The US is unusual in that it was cable operators that initially had the largest share of broadband subscribers (and still have nearly two-thirds). This put pressure on the traditional telecoms companies, AT&T and Verizon, to respond by rolling out their own DSL broadband, and more recently fibre, networks. Some 70% of the population is able to choose between two or more broadband network providers, with a small proportion having access to three or more.

Japan has a wholesale access regime, with more light-touch regulation imposed on fibre than on copper. However, in reality, there is limited take-up of wholesale access opportunities. Instead, access to poles (and sewers) has helped to promote infrastructure-based competition, mostly between fixed network fibre providers (there is very little cable). A high proportion of Japanese live in blocks of flats and/or cities, and the government has funded the roll-out of fibre in less easy-to-cover areas, also putting in place a number of measures to boost take-up.

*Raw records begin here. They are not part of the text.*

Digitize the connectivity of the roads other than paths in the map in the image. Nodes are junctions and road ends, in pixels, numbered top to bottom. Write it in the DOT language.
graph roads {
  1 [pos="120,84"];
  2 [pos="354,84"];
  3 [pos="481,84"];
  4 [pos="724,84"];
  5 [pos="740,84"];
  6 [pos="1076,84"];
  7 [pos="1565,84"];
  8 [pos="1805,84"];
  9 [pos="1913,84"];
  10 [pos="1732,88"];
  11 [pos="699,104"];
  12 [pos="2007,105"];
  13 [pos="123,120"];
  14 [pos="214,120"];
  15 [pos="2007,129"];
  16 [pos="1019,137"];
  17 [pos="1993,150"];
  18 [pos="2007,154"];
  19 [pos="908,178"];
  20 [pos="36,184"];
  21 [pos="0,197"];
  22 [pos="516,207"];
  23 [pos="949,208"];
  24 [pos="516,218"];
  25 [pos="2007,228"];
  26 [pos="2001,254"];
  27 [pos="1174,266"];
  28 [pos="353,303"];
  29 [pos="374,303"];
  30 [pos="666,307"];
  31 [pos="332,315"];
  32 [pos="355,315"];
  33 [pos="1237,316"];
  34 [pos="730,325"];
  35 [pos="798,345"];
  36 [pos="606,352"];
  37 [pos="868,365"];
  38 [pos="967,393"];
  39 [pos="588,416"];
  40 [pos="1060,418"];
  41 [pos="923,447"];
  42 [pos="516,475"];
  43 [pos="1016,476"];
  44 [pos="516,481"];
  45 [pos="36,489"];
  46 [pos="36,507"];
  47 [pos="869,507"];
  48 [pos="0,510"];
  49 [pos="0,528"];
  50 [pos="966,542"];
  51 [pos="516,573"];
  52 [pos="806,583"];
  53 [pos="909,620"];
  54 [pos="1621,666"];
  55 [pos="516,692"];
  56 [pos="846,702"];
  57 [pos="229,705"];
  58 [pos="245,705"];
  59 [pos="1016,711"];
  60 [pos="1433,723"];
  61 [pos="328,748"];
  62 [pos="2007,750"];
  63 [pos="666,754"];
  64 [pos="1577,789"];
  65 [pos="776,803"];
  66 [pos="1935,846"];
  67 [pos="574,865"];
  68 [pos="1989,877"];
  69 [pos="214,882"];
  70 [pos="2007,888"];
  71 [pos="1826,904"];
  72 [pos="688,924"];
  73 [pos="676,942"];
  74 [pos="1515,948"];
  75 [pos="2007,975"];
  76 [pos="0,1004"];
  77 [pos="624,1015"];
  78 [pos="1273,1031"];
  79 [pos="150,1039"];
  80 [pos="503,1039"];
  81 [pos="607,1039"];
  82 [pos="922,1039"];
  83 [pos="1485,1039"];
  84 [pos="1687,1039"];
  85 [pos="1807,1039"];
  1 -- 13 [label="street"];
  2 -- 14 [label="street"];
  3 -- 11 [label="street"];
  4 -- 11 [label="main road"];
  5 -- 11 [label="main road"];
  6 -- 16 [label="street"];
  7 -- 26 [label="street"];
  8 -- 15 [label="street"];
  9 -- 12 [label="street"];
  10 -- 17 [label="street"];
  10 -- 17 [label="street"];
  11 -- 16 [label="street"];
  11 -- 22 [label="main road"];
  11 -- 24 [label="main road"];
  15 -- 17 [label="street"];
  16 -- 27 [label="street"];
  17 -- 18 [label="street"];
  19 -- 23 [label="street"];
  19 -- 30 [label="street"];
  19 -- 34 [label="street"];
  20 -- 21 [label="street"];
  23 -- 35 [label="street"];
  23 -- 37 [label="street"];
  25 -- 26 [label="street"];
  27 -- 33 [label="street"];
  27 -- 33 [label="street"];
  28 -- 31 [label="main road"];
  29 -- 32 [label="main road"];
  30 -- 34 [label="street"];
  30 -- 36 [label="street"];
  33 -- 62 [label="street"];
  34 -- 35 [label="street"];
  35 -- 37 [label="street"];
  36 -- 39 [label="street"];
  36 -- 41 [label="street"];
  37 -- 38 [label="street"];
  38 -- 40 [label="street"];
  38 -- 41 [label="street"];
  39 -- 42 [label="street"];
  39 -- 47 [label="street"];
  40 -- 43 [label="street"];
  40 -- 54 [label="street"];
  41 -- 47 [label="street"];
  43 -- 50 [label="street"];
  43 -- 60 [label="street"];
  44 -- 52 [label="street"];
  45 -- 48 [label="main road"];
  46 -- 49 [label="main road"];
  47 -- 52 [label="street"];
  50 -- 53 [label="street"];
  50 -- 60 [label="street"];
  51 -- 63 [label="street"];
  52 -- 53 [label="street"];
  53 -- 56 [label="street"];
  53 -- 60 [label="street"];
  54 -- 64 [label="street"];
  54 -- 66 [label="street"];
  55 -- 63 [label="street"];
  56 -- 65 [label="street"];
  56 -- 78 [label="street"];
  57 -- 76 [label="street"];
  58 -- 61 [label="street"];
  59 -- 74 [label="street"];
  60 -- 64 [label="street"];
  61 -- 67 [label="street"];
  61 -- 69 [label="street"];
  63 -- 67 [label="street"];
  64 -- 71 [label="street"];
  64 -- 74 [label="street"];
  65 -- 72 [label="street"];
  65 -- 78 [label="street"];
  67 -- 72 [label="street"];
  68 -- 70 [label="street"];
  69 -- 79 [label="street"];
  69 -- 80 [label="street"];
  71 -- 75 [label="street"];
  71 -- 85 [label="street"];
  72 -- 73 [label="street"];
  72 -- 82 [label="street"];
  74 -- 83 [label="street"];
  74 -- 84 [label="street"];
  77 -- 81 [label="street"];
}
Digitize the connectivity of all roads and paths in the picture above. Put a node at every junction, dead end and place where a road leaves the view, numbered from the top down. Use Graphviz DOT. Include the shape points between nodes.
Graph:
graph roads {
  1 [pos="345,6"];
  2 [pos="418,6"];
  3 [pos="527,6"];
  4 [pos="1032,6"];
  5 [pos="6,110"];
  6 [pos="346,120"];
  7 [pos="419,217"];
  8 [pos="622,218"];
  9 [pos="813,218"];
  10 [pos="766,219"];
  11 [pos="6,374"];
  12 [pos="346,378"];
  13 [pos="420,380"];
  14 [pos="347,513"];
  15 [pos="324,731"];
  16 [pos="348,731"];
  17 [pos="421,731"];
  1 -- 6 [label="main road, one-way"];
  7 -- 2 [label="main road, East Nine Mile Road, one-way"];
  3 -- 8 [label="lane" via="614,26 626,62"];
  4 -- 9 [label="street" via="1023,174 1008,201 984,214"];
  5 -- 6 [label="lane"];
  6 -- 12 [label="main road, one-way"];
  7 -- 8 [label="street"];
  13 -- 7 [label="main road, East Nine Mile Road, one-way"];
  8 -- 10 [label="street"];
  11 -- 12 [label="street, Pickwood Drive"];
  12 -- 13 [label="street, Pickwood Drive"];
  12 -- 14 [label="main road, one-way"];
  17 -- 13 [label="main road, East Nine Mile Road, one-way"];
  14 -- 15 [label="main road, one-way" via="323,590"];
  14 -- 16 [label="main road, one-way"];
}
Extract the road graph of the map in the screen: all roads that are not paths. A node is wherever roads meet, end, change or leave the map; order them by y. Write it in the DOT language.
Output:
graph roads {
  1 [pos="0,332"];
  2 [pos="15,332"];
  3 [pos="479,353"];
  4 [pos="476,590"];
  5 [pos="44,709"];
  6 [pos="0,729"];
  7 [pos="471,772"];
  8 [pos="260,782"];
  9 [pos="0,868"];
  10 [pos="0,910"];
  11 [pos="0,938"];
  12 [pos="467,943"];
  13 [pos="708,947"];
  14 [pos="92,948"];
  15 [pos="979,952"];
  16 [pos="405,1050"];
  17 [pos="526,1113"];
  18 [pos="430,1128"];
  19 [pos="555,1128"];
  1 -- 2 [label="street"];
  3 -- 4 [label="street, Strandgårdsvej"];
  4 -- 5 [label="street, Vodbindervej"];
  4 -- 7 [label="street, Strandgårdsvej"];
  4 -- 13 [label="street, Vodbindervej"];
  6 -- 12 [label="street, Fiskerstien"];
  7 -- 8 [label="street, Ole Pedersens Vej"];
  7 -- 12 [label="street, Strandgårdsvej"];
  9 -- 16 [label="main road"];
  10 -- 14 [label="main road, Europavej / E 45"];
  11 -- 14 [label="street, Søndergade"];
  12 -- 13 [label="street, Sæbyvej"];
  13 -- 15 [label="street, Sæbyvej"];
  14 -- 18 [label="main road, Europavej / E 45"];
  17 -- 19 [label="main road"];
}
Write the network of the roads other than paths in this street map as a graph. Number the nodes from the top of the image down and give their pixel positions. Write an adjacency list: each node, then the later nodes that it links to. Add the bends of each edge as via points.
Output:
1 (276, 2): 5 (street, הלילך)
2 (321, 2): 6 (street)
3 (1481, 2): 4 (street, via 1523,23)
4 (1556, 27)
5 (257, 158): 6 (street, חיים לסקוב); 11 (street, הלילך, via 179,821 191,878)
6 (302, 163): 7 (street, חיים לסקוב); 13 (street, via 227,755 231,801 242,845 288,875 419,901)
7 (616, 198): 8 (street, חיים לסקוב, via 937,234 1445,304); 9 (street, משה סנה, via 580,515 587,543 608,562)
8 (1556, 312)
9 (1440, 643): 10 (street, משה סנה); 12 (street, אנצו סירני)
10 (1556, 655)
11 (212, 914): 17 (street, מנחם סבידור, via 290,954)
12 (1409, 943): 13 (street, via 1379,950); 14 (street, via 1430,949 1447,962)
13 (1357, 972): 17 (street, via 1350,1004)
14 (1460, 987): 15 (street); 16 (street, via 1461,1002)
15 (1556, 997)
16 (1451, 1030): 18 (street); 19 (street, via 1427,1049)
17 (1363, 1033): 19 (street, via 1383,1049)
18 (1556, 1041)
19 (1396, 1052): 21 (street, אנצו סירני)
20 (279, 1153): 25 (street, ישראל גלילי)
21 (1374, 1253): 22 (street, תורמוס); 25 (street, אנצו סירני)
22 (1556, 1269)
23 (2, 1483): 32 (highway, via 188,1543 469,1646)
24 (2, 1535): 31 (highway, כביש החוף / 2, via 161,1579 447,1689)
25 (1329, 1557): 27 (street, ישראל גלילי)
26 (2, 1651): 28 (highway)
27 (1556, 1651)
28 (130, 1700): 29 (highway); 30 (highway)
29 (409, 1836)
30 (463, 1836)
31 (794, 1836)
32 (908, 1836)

In Korea, where the population is also concentrated in densely populated areas, LLU was introduced in 2002, although take-up has been minimal. Fibre networks rolled out after 2004 have not been subject to access regulation to help incentivise investment. There is strong infrastructure-based competition, with the state also providing some financial support for broadband roll-out.

FOUR-WAY SPLIT IN FIXED MARKETS

However different these markets, they have all been shaped by government intervention, affecting the ways in which competition has developed, both within the EU and elsewhere. To attempt an assessment of the impact on consumer outcomes, we have grouped these markets into four broad categories:

  • High access-based competition (with vertical ownership separation)
  • Low infrastructure-based competition
  • Modest infrastructure-based competition
  • High infrastructure-based competition.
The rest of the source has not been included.